= Work order =
When a line of the entries contains "lane", please list that line.

-- The records follows --

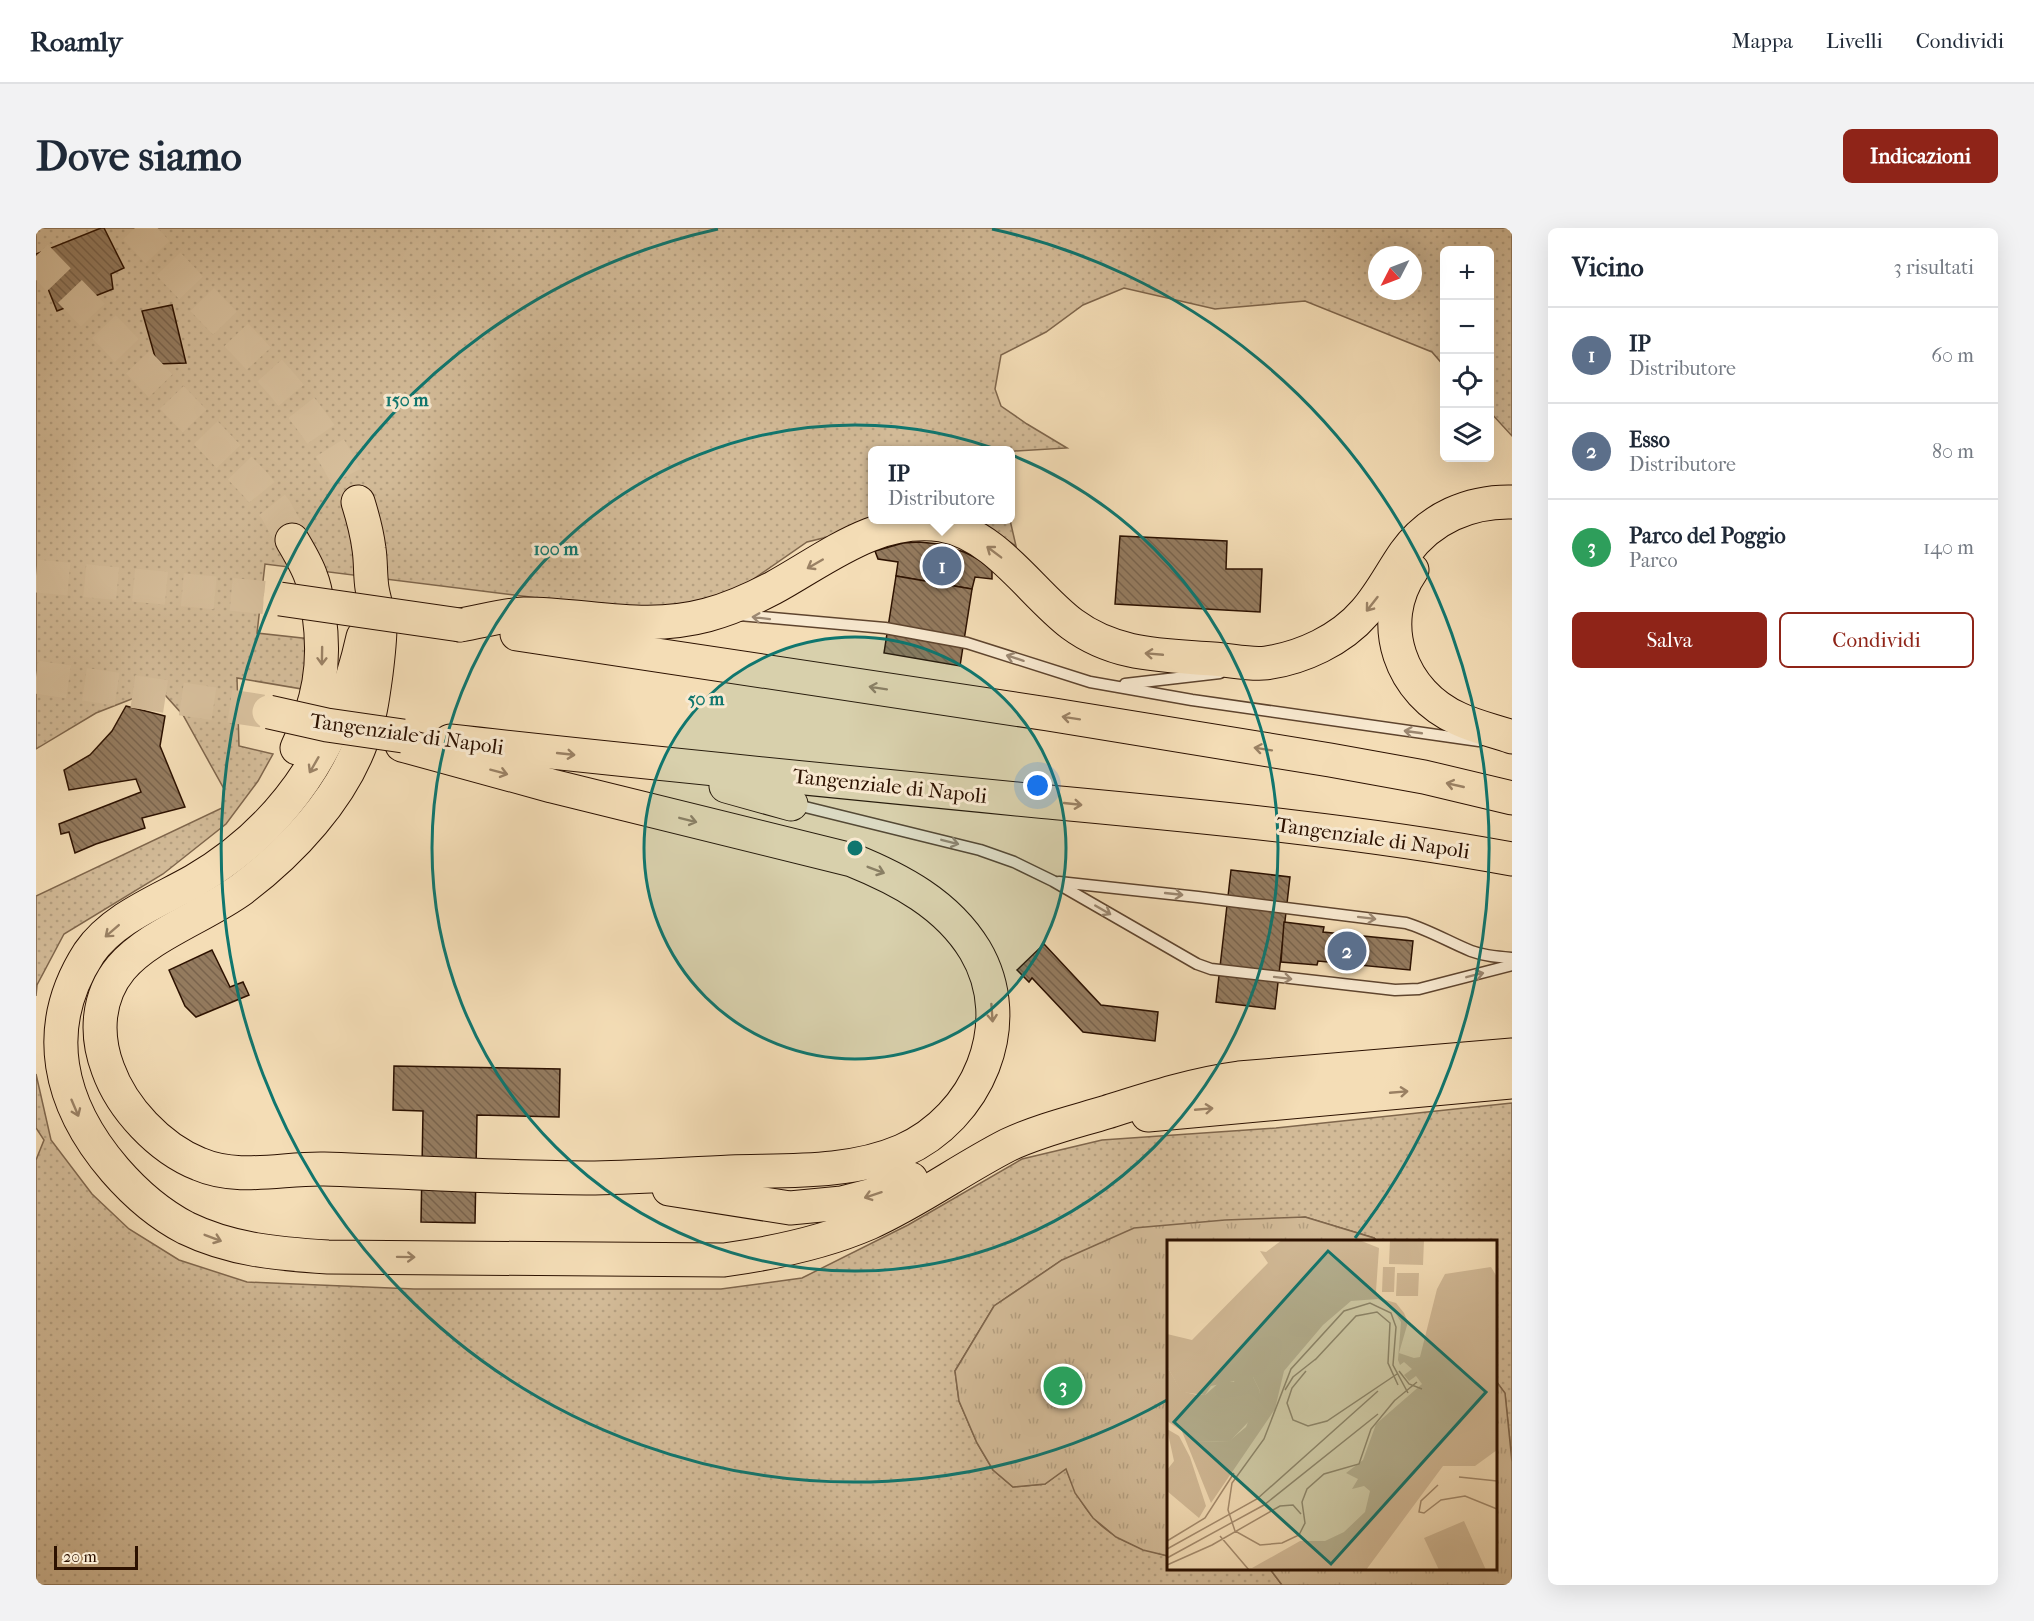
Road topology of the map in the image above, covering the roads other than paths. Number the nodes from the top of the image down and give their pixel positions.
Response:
1 (1512, 501) edge
2 (358, 502) tunnel mouth
3 (1512, 520) edge
4 (292, 540) tunnel mouth
5 (372, 591) junction
6 (280, 599) tunnel mouth
7 (704, 616) junction
8 (460, 625) junction
9 (1264, 663) junction
10 (1113, 685) junction
11 (269, 712) tunnel mouth
12 (403, 741) junction
13 (1504, 743) edge
14 (634, 762) junction
15 (1512, 798) edge
16 (791, 804) joint
17 (1512, 860) edge
18 (1053, 881) junction
19 (161, 900) junction
20 (1512, 958) edge
21 (1512, 965) edge
22 (1512, 1037) edge
23 (1512, 1055) edge
24 (1512, 1082) edge
25 (1042, 1131) junction
26 (595, 1178) junction

1 -> 9 highway
2 - 5 highway
3 - 13 highway
4 -> 19 highway
5 -> 19 highway
5 - 26 highway
6 - 8 highway, bridge
7 - 8 highway
9 -> 7 highway
10 -> 7 lane
15 -> 8 highway
9 - 10 lane
13 -> 10 lane
11 - 12 highway, Tangenziale di Napoli, bridge
12 -> 14 highway, Tangenziale di Napoli
12 -> 26 highway
14 - 16 highway
14 -> 17 highway, Tangenziale di Napoli
16 -> 18 lane
18 -> 20 lane
18 -> 21 lane
19 -> 25 highway
22 -> 26 highway
23 - 25 highway
25 -> 24 highway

-- The records concluded --

= Finished exercise =
10 -> 7 lane
9 - 10 lane
13 -> 10 lane
16 -> 18 lane
18 -> 20 lane
18 -> 21 lane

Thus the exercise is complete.